Tecnologia combina amicarbazona e S-metolacloro em formulação microencapsulada para ampliar a estabilidade e prolongar o desempenho na cana.
A Pilarquim (Shanghai) obteve na China o registro de uma nova formulação que combina amicarbazona e S-metolacloro para aplicação em áreas de cana-de-açúcar. O produto utiliza tecnologia de microencapsulação e representa a primeira autorização da amicarbazona para essa cultura no país, além de ser o primeiro registro do ativo em uma formulação com microcápsulas.
A novidade apresenta concentração de 40% dos dois ingredientes ativos e utiliza o formato de suspensão de microcápsulas combinada a concentrado em suspensão (ZC). A proposta é reunir mecanismos complementares para o manejo de espécies anuais nas lavouras de cana.
A amicarbazona pertence ao grupo químico das triazolinonas e foi originalmente desenvolvida pela Bayer em 1988, com a tecnologia posteriormente transferida para a Arysta LifeScience.

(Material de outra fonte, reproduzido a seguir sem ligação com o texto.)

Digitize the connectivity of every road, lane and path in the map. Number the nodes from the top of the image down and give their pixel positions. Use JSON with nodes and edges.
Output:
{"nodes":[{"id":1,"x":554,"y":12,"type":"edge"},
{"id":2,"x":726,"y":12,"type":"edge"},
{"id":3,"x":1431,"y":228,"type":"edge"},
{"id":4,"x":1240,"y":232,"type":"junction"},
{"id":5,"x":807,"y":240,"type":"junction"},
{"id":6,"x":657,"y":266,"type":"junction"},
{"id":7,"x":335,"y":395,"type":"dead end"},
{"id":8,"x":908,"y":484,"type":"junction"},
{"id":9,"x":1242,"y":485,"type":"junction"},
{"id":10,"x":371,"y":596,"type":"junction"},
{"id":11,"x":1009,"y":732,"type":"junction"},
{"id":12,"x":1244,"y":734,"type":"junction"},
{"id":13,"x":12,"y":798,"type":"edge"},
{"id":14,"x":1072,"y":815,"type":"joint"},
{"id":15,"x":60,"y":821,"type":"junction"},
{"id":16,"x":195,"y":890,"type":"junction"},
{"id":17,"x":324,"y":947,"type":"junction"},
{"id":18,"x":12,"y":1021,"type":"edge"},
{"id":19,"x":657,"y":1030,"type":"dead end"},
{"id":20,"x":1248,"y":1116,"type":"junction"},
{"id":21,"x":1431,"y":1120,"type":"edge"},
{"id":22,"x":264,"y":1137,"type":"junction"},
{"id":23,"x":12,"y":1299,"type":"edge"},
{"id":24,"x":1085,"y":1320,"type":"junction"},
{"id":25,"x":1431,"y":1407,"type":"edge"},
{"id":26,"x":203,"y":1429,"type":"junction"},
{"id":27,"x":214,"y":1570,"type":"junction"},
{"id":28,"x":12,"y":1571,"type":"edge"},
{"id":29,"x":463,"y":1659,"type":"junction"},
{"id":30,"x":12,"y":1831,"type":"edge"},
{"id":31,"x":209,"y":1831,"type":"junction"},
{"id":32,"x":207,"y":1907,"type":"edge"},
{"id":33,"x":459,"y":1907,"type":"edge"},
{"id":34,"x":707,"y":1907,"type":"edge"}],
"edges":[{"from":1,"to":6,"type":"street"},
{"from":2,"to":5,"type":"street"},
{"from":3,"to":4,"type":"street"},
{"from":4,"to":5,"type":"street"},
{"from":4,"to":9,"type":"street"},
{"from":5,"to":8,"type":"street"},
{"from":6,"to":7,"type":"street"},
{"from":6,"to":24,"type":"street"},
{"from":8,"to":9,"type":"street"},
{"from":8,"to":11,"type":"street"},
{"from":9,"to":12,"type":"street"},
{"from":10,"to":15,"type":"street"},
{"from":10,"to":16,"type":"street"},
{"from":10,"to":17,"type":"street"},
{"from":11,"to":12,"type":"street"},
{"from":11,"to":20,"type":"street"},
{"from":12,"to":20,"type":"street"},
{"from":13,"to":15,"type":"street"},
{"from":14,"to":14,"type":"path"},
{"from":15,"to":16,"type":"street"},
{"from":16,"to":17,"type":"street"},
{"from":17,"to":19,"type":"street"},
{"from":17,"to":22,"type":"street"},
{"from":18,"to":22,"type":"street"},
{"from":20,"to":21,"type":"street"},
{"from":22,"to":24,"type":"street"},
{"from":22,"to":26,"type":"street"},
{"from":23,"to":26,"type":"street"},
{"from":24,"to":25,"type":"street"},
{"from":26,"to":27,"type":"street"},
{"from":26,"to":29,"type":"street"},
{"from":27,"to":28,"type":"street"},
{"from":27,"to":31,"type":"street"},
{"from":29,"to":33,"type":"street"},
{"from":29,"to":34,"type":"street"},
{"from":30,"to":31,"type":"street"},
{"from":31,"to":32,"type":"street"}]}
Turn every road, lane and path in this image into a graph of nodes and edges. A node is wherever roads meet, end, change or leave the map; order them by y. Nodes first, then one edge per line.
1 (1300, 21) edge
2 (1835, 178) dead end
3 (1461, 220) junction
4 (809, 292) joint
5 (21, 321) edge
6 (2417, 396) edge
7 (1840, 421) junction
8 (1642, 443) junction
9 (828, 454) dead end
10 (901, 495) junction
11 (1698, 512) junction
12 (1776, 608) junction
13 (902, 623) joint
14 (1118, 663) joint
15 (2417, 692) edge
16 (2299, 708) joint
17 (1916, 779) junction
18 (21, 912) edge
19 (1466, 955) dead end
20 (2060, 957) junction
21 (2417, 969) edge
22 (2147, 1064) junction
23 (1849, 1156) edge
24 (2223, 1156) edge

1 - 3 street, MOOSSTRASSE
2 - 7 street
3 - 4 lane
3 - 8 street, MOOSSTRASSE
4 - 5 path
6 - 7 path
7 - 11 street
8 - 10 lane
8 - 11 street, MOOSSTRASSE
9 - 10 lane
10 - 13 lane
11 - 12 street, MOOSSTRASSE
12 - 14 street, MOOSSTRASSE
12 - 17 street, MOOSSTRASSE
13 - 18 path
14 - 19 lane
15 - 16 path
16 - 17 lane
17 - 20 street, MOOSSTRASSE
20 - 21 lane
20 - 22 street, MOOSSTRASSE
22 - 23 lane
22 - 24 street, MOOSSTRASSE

O ingrediente é utilizado no controle de gramíneas e espécies de folhas largas em culturas como milho e cana-de-açúcar.
Já o S-metolacloro é um ativo utilizado em aplicações de pré-emergência e atua sobre processos relacionados à síntese de ácidos graxos de cadeia longa. A combinação foi desenvolvida para proporcionar ação inicial e efeito residual prolongado, características direcionadas à janela de aplicação anterior à emergência na cultura.
Microencapsulação diferencia formulação
Um dos principais elementos tecnológicos do produto está na forma como o S-metolacloro é incorporado à formulação. A tecnologia proprietária foi desenvolvida pela Shanghai Mindleader, empresa ligada à Pilarquim, e possui pedido de patente na China.
O processo utiliza polimerização in situ para formar microcápsulas que envolvem o S-metolacloro. Posteriormente, o ingrediente encapsulado é combinado a uma suspensão de amicarbazona finamente moída para formar o concentrado ZC.
Segundo as informações divulgadas pela companhia, a abordagem foi desenvolvida para melhorar características como integridade das cápsulas, uniformidade do tamanho das partículas e estabilidade da formulação.
Ensaios de armazenamento apresentados pela empresa mostraram taxas de suspensão superiores a 93% após 14 dias a 54 °C e sete dias a 0 °C.
Ensaios avaliam desempenho em cana-de-açúcar
Testes de campo também foram conduzidos para avaliar o comportamento da formulação ao longo do tempo. Dez dias após a aplicação, os índices de controle ficaram entre 83% e 89%, segundo os dados apresentados.
O desempenho atingiu os maiores níveis entre 20 e 30 dias depois da aplicação e permaneceu acima de 81% aos 50 dias.
A combinação entre diferentes ingredientes ativos e a microencapsulação busca oferecer uma alternativa tecnológica para programas de manejo em cana-de-açúcar, especialmente diante da procura da indústria por novas estratégias de formulação e por opções complementares a moléculas tradicionalmente utilizadas nesse mercado.
Com o registro, a Pilarquim passa a introduzir comercialmente no mercado chinês uma aplicação de sua tecnologia de microencapsulação em proteção de cultivos. A companhia afirma que pretende continuar utilizando tecnologias de formulação como uma das frentes para o desenvolvimento de novos produtos agrícolas.